◆ **Task description**:
Transcribe the entries that follow exactly as they appear, minus pictures.
------------------------------
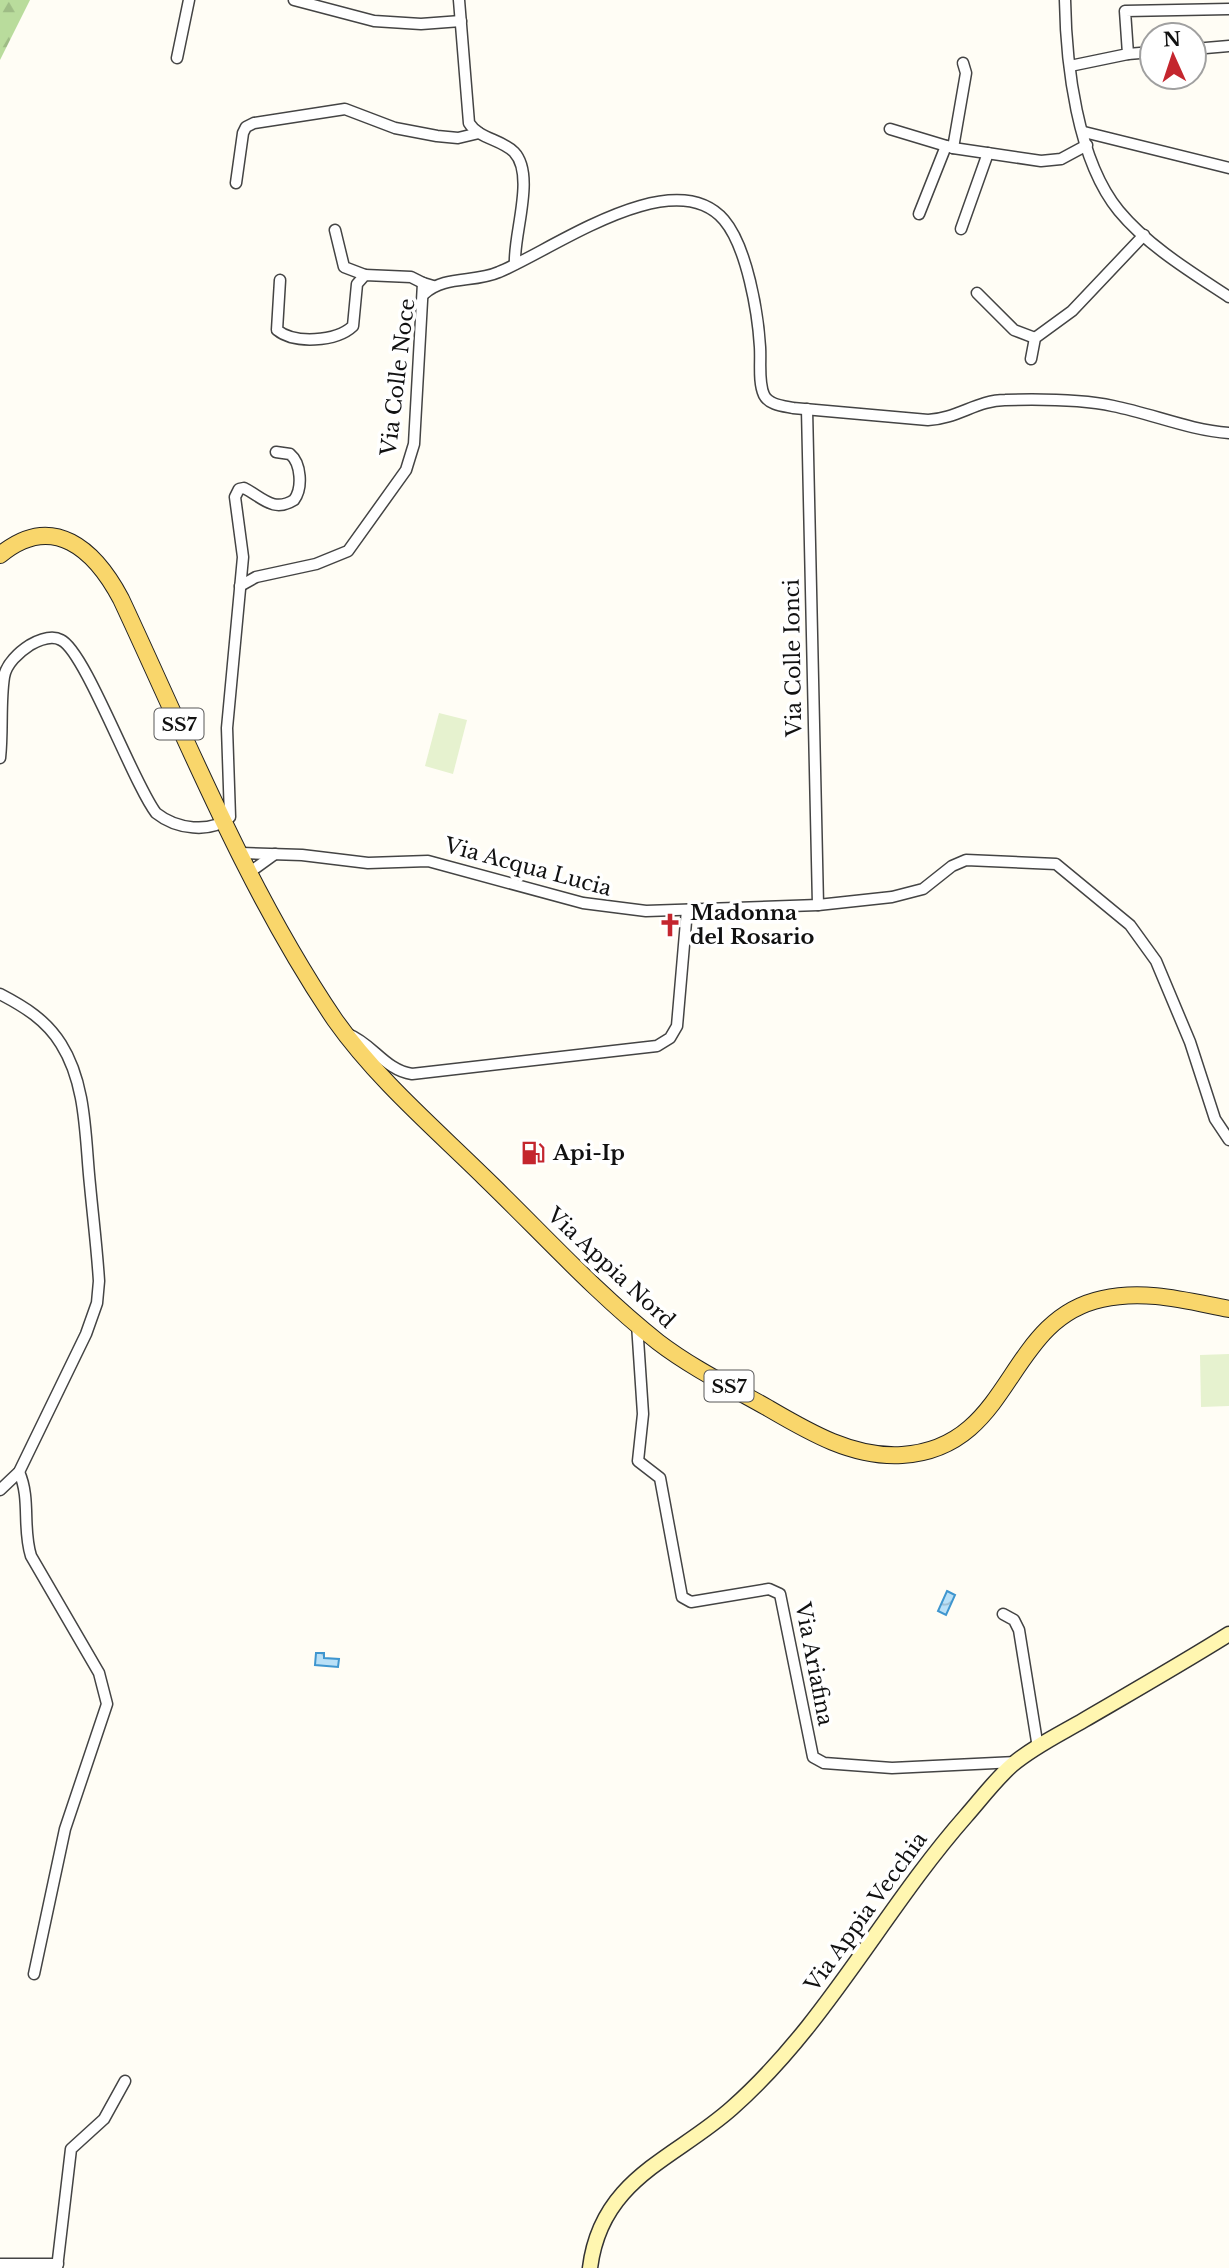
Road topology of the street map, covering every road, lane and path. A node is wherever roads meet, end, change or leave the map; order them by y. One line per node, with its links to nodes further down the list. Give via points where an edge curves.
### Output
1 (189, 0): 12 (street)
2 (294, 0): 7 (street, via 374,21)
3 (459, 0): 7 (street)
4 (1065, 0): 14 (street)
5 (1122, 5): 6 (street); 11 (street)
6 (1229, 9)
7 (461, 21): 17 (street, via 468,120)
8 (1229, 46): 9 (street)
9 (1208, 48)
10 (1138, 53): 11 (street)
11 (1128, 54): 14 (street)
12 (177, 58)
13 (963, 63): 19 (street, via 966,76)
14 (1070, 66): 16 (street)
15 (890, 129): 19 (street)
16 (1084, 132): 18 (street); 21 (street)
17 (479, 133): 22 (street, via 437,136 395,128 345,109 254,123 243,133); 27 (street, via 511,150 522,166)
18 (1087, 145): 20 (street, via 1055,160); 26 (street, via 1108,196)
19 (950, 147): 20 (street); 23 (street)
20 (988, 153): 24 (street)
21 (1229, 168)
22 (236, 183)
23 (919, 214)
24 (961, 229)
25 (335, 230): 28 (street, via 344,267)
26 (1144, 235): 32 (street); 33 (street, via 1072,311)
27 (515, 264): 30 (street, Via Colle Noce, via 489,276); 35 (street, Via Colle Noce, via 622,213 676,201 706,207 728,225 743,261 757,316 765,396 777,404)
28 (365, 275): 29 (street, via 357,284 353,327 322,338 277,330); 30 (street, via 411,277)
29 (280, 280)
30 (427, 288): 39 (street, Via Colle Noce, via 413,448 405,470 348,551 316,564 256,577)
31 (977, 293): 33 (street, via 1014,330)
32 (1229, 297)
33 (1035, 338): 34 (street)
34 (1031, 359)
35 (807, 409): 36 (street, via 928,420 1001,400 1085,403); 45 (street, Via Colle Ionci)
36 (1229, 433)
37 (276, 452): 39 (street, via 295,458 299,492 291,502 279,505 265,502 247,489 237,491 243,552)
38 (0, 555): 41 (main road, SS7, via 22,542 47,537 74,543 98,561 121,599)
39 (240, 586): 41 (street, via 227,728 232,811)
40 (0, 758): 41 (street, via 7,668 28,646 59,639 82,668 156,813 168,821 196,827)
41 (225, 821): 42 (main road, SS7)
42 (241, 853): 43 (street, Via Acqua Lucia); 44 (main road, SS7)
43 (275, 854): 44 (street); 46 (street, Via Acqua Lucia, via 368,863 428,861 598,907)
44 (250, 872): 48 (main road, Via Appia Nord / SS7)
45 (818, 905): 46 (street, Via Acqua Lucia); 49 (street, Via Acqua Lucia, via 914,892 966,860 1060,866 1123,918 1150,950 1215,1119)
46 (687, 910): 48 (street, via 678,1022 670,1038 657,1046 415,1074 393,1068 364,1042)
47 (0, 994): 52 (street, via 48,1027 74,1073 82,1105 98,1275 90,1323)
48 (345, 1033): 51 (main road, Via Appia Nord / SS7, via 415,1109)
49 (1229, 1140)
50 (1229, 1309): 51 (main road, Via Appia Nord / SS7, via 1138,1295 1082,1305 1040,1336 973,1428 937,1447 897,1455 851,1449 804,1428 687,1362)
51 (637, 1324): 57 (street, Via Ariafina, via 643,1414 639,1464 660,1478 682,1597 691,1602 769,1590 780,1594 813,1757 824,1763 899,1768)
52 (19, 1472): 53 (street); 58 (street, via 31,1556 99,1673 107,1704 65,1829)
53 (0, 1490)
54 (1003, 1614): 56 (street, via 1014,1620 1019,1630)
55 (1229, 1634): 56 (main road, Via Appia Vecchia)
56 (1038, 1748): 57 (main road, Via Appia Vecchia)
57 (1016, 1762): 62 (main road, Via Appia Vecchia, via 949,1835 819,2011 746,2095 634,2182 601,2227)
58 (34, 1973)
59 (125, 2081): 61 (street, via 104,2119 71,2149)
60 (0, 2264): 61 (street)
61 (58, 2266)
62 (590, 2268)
------------------------------
◆ **Result of this exercise**:
Road topology of the street map, covering every road, lane and path. A node is wherever roads meet, end, change or leave the map; order them by y. One line per node, with its links to nodes further down the list. Give via points where an edge curves.
### Output
1 (189, 0): 12 (street)
2 (294, 0): 7 (street, via 374,21)
3 (459, 0): 7 (street)
4 (1065, 0): 14 (street)
5 (1122, 5): 6 (street); 11 (street)
6 (1229, 9)
7 (461, 21): 17 (street, via 468,120)
8 (1229, 46): 9 (street)
9 (1208, 48)
10 (1138, 53): 11 (street)
11 (1128, 54): 14 (street)
12 (177, 58)
13 (963, 63): 19 (street, via 966,76)
14 (1070, 66): 16 (street)
15 (890, 129): 19 (street)
16 (1084, 132): 18 (street); 21 (street)
17 (479, 133): 22 (street, via 437,136 395,128 345,109 254,123 243,133); 27 (street, via 511,150 522,166)
18 (1087, 145): 20 (street, via 1055,160); 26 (street, via 1108,196)
19 (950, 147): 20 (street); 23 (street)
20 (988, 153): 24 (street)
21 (1229, 168)
22 (236, 183)
23 (919, 214)
24 (961, 229)
25 (335, 230): 28 (street, via 344,267)
26 (1144, 235): 32 (street); 33 (street, via 1072,311)
27 (515, 264): 30 (street, Via Colle Noce, via 489,276); 35 (street, Via Colle Noce, via 622,213 676,201 706,207 728,225 743,261 757,316 765,396 777,404)
28 (365, 275): 29 (street, via 357,284 353,327 322,338 277,330); 30 (street, via 411,277)
29 (280, 280)
30 (427, 288): 39 (street, Via Colle Noce, via 413,448 405,470 348,551 316,564 256,577)
31 (977, 293): 33 (street, via 1014,330)
32 (1229, 297)
33 (1035, 338): 34 (street)
34 (1031, 359)
35 (807, 409): 36 (street, via 928,420 1001,400 1085,403); 45 (street, Via Colle Ionci)
36 (1229, 433)
37 (276, 452): 39 (street, via 295,458 299,492 291,502 279,505 265,502 247,489 237,491 243,552)
38 (0, 555): 41 (main road, SS7, via 22,542 47,537 74,543 98,561 121,599)
39 (240, 586): 41 (street, via 227,728 232,811)
40 (0, 758): 41 (street, via 7,668 28,646 59,639 82,668 156,813 168,821 196,827)
41 (225, 821): 42 (main road, SS7)
42 (241, 853): 43 (street, Via Acqua Lucia); 44 (main road, SS7)
43 (275, 854): 44 (street); 46 (street, Via Acqua Lucia, via 368,863 428,861 598,907)
44 (250, 872): 48 (main road, Via Appia Nord / SS7)
45 (818, 905): 46 (street, Via Acqua Lucia); 49 (street, Via Acqua Lucia, via 914,892 966,860 1060,866 1123,918 1150,950 1215,1119)
46 (687, 910): 48 (street, via 678,1022 670,1038 657,1046 415,1074 393,1068 364,1042)
47 (0, 994): 52 (street, via 48,1027 74,1073 82,1105 98,1275 90,1323)
48 (345, 1033): 51 (main road, Via Appia Nord / SS7, via 415,1109)
49 (1229, 1140)
50 (1229, 1309): 51 (main road, Via Appia Nord / SS7, via 1138,1295 1082,1305 1040,1336 973,1428 937,1447 897,1455 851,1449 804,1428 687,1362)
51 (637, 1324): 57 (street, Via Ariafina, via 643,1414 639,1464 660,1478 682,1597 691,1602 769,1590 780,1594 813,1757 824,1763 899,1768)
52 (19, 1472): 53 (street); 58 (street, via 31,1556 99,1673 107,1704 65,1829)
53 (0, 1490)
54 (1003, 1614): 56 (street, via 1014,1620 1019,1630)
55 (1229, 1634): 56 (main road, Via Appia Vecchia)
56 (1038, 1748): 57 (main road, Via Appia Vecchia)
57 (1016, 1762): 62 (main road, Via Appia Vecchia, via 949,1835 819,2011 746,2095 634,2182 601,2227)
58 (34, 1973)
59 (125, 2081): 61 (street, via 104,2119 71,2149)
60 (0, 2264): 61 (street)
61 (58, 2266)
62 (590, 2268)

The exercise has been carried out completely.